WHAT IS NEEDED: Since pictures do not belong in the copy, please repeat every record below exactly without them.

[Stored data]
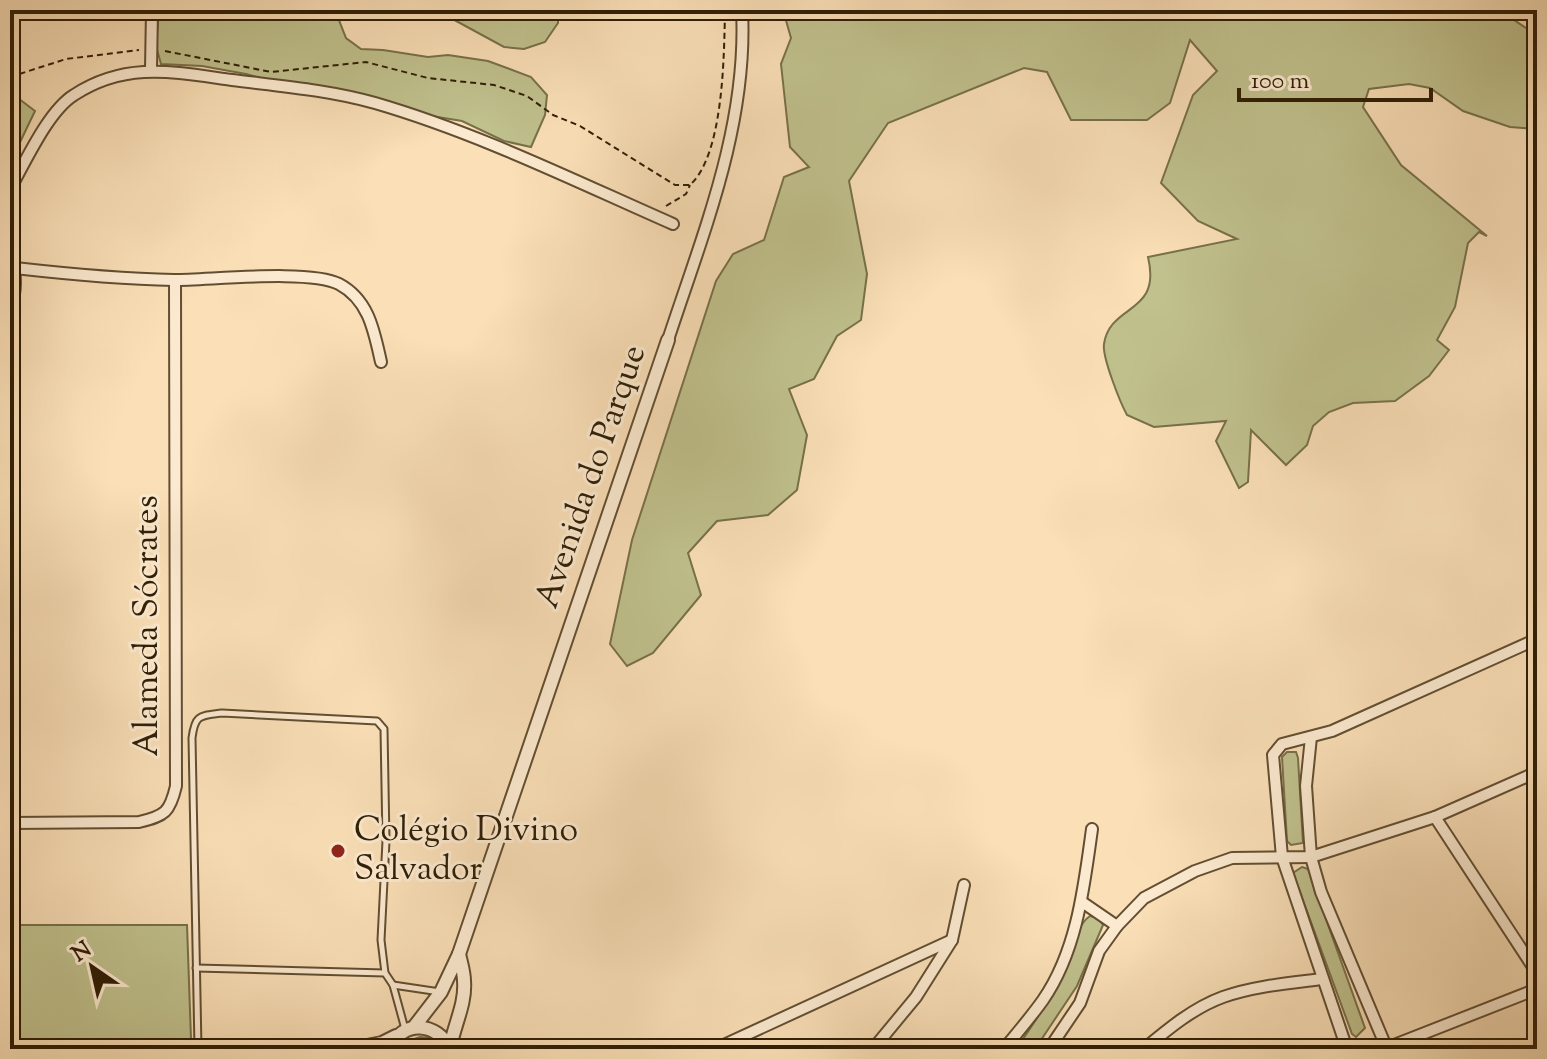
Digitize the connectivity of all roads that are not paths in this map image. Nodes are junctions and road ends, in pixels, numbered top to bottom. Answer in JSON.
{"nodes":[{"id":1,"x":152,"y":10,"type":"edge"},
{"id":2,"x":742,"y":10,"type":"edge"},
{"id":3,"x":151,"y":69,"type":"junction"},
{"id":4,"x":10,"y":189,"type":"edge"},
{"id":5,"x":673,"y":224,"type":"dead end"},
{"id":6,"x":10,"y":254,"type":"edge"},
{"id":7,"x":15,"y":268,"type":"junction"},
{"id":8,"x":175,"y":280,"type":"junction"},
{"id":9,"x":10,"y":309,"type":"edge"},
{"id":10,"x":668,"y":340,"type":"joint"},
{"id":11,"x":381,"y":362,"type":"dead end"},
{"id":12,"x":1537,"y":639,"type":"edge"},
{"id":13,"x":1311,"y":737,"type":"junction"},
{"id":14,"x":1537,"y":772,"type":"edge"},
{"id":15,"x":1435,"y":817,"type":"junction"},
{"id":16,"x":10,"y":823,"type":"edge"},
{"id":17,"x":1092,"y":829,"type":"dead end"},
{"id":18,"x":1282,"y":857,"type":"junction"},
{"id":19,"x":1311,"y":857,"type":"junction"},
{"id":20,"x":964,"y":885,"type":"dead end"},
{"id":21,"x":1082,"y":902,"type":"junction"},
{"id":22,"x":1117,"y":926,"type":"junction"},
{"id":23,"x":952,"y":940,"type":"junction"},
{"id":24,"x":459,"y":954,"type":"junction"},
{"id":25,"x":196,"y":968,"type":"junction"},
{"id":26,"x":385,"y":973,"type":"junction"},
{"id":27,"x":1537,"y":973,"type":"edge"},
{"id":28,"x":1322,"y":979,"type":"junction"},
{"id":29,"x":393,"y":985,"type":"junction"},
{"id":30,"x":1537,"y":989,"type":"edge"},
{"id":31,"x":441,"y":992,"type":"junction"},
{"id":32,"x":406,"y":1031,"type":"junction"},
{"id":33,"x":450,"y":1048,"type":"edge"},
{"id":34,"x":198,"y":1049,"type":"edge"},
{"id":35,"x":352,"y":1049,"type":"edge"},
{"id":36,"x":390,"y":1049,"type":"edge"},
{"id":37,"x":715,"y":1049,"type":"edge"},
{"id":38,"x":873,"y":1049,"type":"edge"},
{"id":39,"x":1004,"y":1049,"type":"edge"},
{"id":40,"x":1049,"y":1049,"type":"edge"},
{"id":41,"x":1144,"y":1049,"type":"edge"},
{"id":42,"x":1347,"y":1049,"type":"edge"},
{"id":43,"x":1386,"y":1049,"type":"edge"}],
"edges":[{"from":1,"to":3,"type":"street"},
{"from":2,"to":10,"type":"street","name":"Avenida do Parque"},
{"from":3,"to":4,"type":"street"},
{"from":3,"to":5,"type":"street"},
{"from":6,"to":7,"type":"street"},
{"from":7,"to":8,"type":"street"},
{"from":7,"to":9,"type":"street"},
{"from":8,"to":11,"type":"street"},
{"from":8,"to":16,"type":"street","name":"Alameda Sócrates"},
{"from":10,"to":24,"type":"street","name":"Avenida do Parque"},
{"from":12,"to":13,"type":"street"},
{"from":13,"to":18,"type":"street"},
{"from":13,"to":19,"type":"street"},
{"from":14,"to":15,"type":"street"},
{"from":15,"to":19,"type":"street"},
{"from":15,"to":27,"type":"street"},
{"from":17,"to":21,"type":"street"},
{"from":18,"to":19,"type":"street"},
{"from":18,"to":22,"type":"street"},
{"from":18,"to":28,"type":"street"},
{"from":19,"to":43,"type":"street"},
{"from":20,"to":23,"type":"street"},
{"from":21,"to":22,"type":"street"},
{"from":21,"to":39,"type":"street"},
{"from":22,"to":40,"type":"street"},
{"from":23,"to":37,"type":"street"},
{"from":23,"to":38,"type":"street"},
{"from":24,"to":31,"type":"street","name":"Avenida do Parque"},
{"from":24,"to":33,"type":"street","name":"Avenida do Parque"},
{"from":25,"to":26,"type":"lane"},
{"from":25,"to":26,"type":"lane"},
{"from":25,"to":34,"type":"lane"},
{"from":26,"to":29,"type":"lane"},
{"from":28,"to":41,"type":"street"},
{"from":28,"to":42,"type":"street"},
{"from":29,"to":31,"type":"lane"},
{"from":29,"to":32,"type":"lane"},
{"from":30,"to":43,"type":"street"},
{"from":31,"to":32,"type":"street","name":"Avenida do Parque"},
{"from":32,"to":33,"type":"street"},
{"from":32,"to":35,"type":"street"},
{"from":32,"to":36,"type":"street","name":"Avenida do Parque"}]}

OUTPUT FOR THIS TASK:
Digitize the connectivity of all roads that are not paths in this map image. Nodes are junctions and road ends, in pixels, numbered top to bottom. Answer in JSON.
{"nodes":[{"id":1,"x":152,"y":10,"type":"edge"},
{"id":2,"x":742,"y":10,"type":"edge"},
{"id":3,"x":151,"y":69,"type":"junction"},
{"id":4,"x":10,"y":189,"type":"edge"},
{"id":5,"x":673,"y":224,"type":"dead end"},
{"id":6,"x":10,"y":254,"type":"edge"},
{"id":7,"x":15,"y":268,"type":"junction"},
{"id":8,"x":175,"y":280,"type":"junction"},
{"id":9,"x":10,"y":309,"type":"edge"},
{"id":10,"x":668,"y":340,"type":"joint"},
{"id":11,"x":381,"y":362,"type":"dead end"},
{"id":12,"x":1537,"y":639,"type":"edge"},
{"id":13,"x":1311,"y":737,"type":"junction"},
{"id":14,"x":1537,"y":772,"type":"edge"},
{"id":15,"x":1435,"y":817,"type":"junction"},
{"id":16,"x":10,"y":823,"type":"edge"},
{"id":17,"x":1092,"y":829,"type":"dead end"},
{"id":18,"x":1282,"y":857,"type":"junction"},
{"id":19,"x":1311,"y":857,"type":"junction"},
{"id":20,"x":964,"y":885,"type":"dead end"},
{"id":21,"x":1082,"y":902,"type":"junction"},
{"id":22,"x":1117,"y":926,"type":"junction"},
{"id":23,"x":952,"y":940,"type":"junction"},
{"id":24,"x":459,"y":954,"type":"junction"},
{"id":25,"x":196,"y":968,"type":"junction"},
{"id":26,"x":385,"y":973,"type":"junction"},
{"id":27,"x":1537,"y":973,"type":"edge"},
{"id":28,"x":1322,"y":979,"type":"junction"},
{"id":29,"x":393,"y":985,"type":"junction"},
{"id":30,"x":1537,"y":989,"type":"edge"},
{"id":31,"x":441,"y":992,"type":"junction"},
{"id":32,"x":406,"y":1031,"type":"junction"},
{"id":33,"x":450,"y":1048,"type":"edge"},
{"id":34,"x":198,"y":1049,"type":"edge"},
{"id":35,"x":352,"y":1049,"type":"edge"},
{"id":36,"x":390,"y":1049,"type":"edge"},
{"id":37,"x":715,"y":1049,"type":"edge"},
{"id":38,"x":873,"y":1049,"type":"edge"},
{"id":39,"x":1004,"y":1049,"type":"edge"},
{"id":40,"x":1049,"y":1049,"type":"edge"},
{"id":41,"x":1144,"y":1049,"type":"edge"},
{"id":42,"x":1347,"y":1049,"type":"edge"},
{"id":43,"x":1386,"y":1049,"type":"edge"}],
"edges":[{"from":1,"to":3,"type":"street"},
{"from":2,"to":10,"type":"street","name":"Avenida do Parque"},
{"from":3,"to":4,"type":"street"},
{"from":3,"to":5,"type":"street"},
{"from":6,"to":7,"type":"street"},
{"from":7,"to":8,"type":"street"},
{"from":7,"to":9,"type":"street"},
{"from":8,"to":11,"type":"street"},
{"from":8,"to":16,"type":"street","name":"Alameda Sócrates"},
{"from":10,"to":24,"type":"street","name":"Avenida do Parque"},
{"from":12,"to":13,"type":"street"},
{"from":13,"to":18,"type":"street"},
{"from":13,"to":19,"type":"street"},
{"from":14,"to":15,"type":"street"},
{"from":15,"to":19,"type":"street"},
{"from":15,"to":27,"type":"street"},
{"from":17,"to":21,"type":"street"},
{"from":18,"to":19,"type":"street"},
{"from":18,"to":22,"type":"street"},
{"from":18,"to":28,"type":"street"},
{"from":19,"to":43,"type":"street"},
{"from":20,"to":23,"type":"street"},
{"from":21,"to":22,"type":"street"},
{"from":21,"to":39,"type":"street"},
{"from":22,"to":40,"type":"street"},
{"from":23,"to":37,"type":"street"},
{"from":23,"to":38,"type":"street"},
{"from":24,"to":31,"type":"street","name":"Avenida do Parque"},
{"from":24,"to":33,"type":"street","name":"Avenida do Parque"},
{"from":25,"to":26,"type":"lane"},
{"from":25,"to":26,"type":"lane"},
{"from":25,"to":34,"type":"lane"},
{"from":26,"to":29,"type":"lane"},
{"from":28,"to":41,"type":"street"},
{"from":28,"to":42,"type":"street"},
{"from":29,"to":31,"type":"lane"},
{"from":29,"to":32,"type":"lane"},
{"from":30,"to":43,"type":"street"},
{"from":31,"to":32,"type":"street","name":"Avenida do Parque"},
{"from":32,"to":33,"type":"street"},
{"from":32,"to":35,"type":"street"},
{"from":32,"to":36,"type":"street","name":"Avenida do Parque"}]}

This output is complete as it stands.